А вечером, уже лежа в постели, я услышала, как Петр Иванович говорит Дмитрию: «Если этому злобному ослу Береновскому вожжа под хвост попадет, то он бедную девочку на всю жизнь в свекольные поля отправит; заставит и в дождь, и в мороз возиться в земле, а потом делить жалкое ложе с каким-нибудь клыкастым кабаном. Надо что-то с этим делать, племянничек! Надо непременно что-то делать!» А уже на следующий день дядя Петр уехал под непрерывным дождем – весна и осень в России одинаково богаты дождями, превращающими дороги в непролазную грязь, – но на прощанье сказал Дмитрию, что они с Василисой что-то чересчур долго гниют в этой тихой заводи…
Зима 1816 года выдалась не просто суровой, а поистине безжалостной. В деревне умерло около пятнадцати крестьян, отец Дмитрий отпел их, а потом мужики копали могилы в насквозь промерзшей, твердой, как железо, земле. Кама покрылась толстым слоем льда; волки совершенно обнаглели и забегали в деревню; голодали даже священники со своими семьями. Весна не желала наступать до середины апреля, а почтовая карета из Перми не приезжала в Оборино аж до третьего мая. В дневнике Клары Маринус особо отмечен тот день, когда в домик Косковых принесли два толстых официального вида конверта. Однако вскрывать их никто не решился, пока не вернулся отец Дмитрий, ездивший в лесную сторожку, чтобы причастить сына дровосека, умиравшего от плеврита. Вскрыв первый конверт ножом для разрезания страниц, Дмитрий, важно надувая щеки, сообщил: «А это, дорогая Клара, в первую очередь касается тебя!»; и он прочел вслух: «Кирилл Андреевич Береновский, владелец имения Оборино в Пермской губернии, навечно дарует крепостной Кларе, дочери крепостной Готы, ныне покойной, полную и безусловную свободу в качестве подданной Его императорского величества Александра I». Моя память почему-то сохранила, как громко кричали в тот день кукушки за рекой и каким потоком лились солнечные лучи в окна маленькой гостиной Косковых. Я спросила Дмитрия и Василису, не хотят ли они теперь подумать о том, чтобы я стала их дочерью, и Василиса лишь крепко меня обняла, всю измочив счастливыми слезами, а Дмитрий, смущенно покашляв, сказал, глядя на собственные пальцы: «Я думаю, теперь это можно устроить, Клара». Мы понимали: один лишь Петр Иванович был способен уладить вопрос с моим чудесным освобождением, однако прошло несколько месяцев, прежде чем нам удалось в точности узнать, как он это сделал. Оказалось, что дядя Петр попросту уплатил немалые долги моего хозяина известному виноторговцу, и Береновский согласился даровать мне вольную.
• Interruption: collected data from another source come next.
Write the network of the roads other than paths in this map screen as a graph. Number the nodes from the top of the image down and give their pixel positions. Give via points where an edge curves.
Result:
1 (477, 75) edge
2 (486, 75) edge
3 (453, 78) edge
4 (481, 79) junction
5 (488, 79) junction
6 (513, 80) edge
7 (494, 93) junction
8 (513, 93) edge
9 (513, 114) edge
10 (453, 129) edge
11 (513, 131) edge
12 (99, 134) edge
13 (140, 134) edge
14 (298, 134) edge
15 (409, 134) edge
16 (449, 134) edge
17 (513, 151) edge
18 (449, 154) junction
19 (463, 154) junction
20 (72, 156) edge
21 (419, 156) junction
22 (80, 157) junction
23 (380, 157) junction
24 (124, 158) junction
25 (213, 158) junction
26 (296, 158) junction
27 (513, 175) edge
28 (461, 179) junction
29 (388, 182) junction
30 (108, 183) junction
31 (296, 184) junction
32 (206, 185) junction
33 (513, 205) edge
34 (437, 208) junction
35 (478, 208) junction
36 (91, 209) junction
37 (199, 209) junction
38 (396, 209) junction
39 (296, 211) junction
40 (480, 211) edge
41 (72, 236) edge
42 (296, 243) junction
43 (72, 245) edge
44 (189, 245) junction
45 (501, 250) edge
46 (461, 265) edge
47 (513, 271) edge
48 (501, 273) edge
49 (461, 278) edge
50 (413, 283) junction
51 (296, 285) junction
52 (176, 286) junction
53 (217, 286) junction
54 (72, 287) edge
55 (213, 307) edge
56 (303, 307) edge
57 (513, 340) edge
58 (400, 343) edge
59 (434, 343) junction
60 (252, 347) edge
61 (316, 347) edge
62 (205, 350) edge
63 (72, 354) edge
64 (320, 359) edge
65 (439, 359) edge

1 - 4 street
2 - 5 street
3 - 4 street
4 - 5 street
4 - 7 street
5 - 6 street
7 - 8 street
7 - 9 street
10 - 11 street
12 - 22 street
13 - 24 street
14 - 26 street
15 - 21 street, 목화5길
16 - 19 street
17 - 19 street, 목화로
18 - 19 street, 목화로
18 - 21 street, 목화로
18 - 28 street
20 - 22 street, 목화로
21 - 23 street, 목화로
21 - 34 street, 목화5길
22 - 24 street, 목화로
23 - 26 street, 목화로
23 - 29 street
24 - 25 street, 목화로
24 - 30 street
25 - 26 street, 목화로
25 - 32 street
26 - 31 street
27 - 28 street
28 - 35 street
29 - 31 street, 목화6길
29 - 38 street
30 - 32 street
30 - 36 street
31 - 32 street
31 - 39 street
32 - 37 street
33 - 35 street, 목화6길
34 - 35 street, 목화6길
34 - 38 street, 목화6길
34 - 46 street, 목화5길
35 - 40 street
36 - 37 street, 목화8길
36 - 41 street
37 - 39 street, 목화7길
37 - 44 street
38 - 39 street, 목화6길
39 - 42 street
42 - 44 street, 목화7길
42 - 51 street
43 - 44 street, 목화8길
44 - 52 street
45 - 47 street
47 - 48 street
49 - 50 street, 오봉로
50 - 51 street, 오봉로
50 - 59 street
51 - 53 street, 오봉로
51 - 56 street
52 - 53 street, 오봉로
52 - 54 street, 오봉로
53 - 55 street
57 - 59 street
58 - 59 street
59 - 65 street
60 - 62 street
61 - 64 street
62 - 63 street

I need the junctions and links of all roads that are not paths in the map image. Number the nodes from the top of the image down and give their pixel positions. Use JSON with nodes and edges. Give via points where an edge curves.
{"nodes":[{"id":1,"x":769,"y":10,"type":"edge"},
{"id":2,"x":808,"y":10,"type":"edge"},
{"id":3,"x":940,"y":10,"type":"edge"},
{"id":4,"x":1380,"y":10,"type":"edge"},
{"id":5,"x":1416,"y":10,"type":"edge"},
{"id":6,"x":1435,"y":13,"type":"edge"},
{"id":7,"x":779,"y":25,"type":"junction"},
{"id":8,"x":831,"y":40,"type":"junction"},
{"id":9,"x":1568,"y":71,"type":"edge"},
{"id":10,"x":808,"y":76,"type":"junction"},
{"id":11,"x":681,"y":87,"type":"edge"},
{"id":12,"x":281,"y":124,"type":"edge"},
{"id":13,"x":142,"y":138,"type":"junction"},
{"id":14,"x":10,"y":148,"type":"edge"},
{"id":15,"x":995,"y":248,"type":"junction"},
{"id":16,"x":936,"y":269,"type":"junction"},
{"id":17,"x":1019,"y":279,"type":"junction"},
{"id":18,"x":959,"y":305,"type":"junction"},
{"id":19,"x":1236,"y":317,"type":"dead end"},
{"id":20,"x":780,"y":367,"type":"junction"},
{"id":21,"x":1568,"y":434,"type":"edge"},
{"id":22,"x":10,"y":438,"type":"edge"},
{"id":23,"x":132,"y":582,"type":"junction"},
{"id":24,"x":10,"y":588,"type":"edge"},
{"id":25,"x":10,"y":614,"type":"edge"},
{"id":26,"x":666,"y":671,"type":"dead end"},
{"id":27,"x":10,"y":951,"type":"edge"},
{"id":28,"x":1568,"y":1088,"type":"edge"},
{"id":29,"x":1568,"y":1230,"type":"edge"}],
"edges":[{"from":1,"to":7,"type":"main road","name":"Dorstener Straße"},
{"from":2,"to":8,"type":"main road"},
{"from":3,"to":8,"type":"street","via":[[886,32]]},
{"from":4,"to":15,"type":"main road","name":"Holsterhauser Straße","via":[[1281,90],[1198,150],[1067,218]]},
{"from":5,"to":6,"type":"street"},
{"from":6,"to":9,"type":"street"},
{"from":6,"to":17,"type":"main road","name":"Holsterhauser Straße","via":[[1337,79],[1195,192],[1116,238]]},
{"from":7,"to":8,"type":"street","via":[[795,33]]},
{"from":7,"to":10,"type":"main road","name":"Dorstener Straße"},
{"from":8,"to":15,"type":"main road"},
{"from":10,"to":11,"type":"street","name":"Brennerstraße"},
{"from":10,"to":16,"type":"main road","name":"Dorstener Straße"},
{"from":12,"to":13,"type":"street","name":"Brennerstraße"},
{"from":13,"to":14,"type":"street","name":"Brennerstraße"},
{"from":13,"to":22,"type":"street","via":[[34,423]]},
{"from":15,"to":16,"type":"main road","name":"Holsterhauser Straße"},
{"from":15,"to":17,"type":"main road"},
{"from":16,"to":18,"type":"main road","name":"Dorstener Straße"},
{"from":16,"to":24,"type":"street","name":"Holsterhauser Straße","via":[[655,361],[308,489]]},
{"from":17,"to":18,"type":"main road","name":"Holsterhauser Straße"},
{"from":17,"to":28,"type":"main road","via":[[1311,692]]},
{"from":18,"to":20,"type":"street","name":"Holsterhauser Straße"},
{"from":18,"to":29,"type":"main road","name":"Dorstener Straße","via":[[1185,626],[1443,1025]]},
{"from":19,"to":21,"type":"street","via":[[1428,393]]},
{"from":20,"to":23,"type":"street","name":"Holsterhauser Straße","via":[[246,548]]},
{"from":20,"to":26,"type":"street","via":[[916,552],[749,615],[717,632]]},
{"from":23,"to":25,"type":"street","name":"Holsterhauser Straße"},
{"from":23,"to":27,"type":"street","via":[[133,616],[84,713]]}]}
Мы были так взволнованы, что совсем позабыли о втором конверте, хотя в нем содержались не менее важные известия: отца Дмитрия вызывали в епископальное управление Санкт-Петербурга, где были намерены предложить ему новый пост, настоятеля церкви Благовещения на Невском проспекте, не позднее 1 июля сего года. Василиса спросила, причем вполне серьезно, уж не снится ли нам все это. Дмитрий молча подал ей письмо. Читая его, Василиса прямо на глазах помолодела лет на десять. Муж сказал ей, что ему просто не по себе, когда он думает, сколько же дяде Петру пришлось заплатить за столь лакомый пост. Но ответ на этот вопрос мы опять же узнали далеко не сразу и, разумеется, не от самого Петра Ивановича. Оказалось, что платой за это назначение был коносамент на отправку сиенского мрамора для любимого монастыря патриарха. Как известно, человеческая жестокость не знает пределов. Но столь же беспредельной, оказывается, может быть и человеческая щедрость.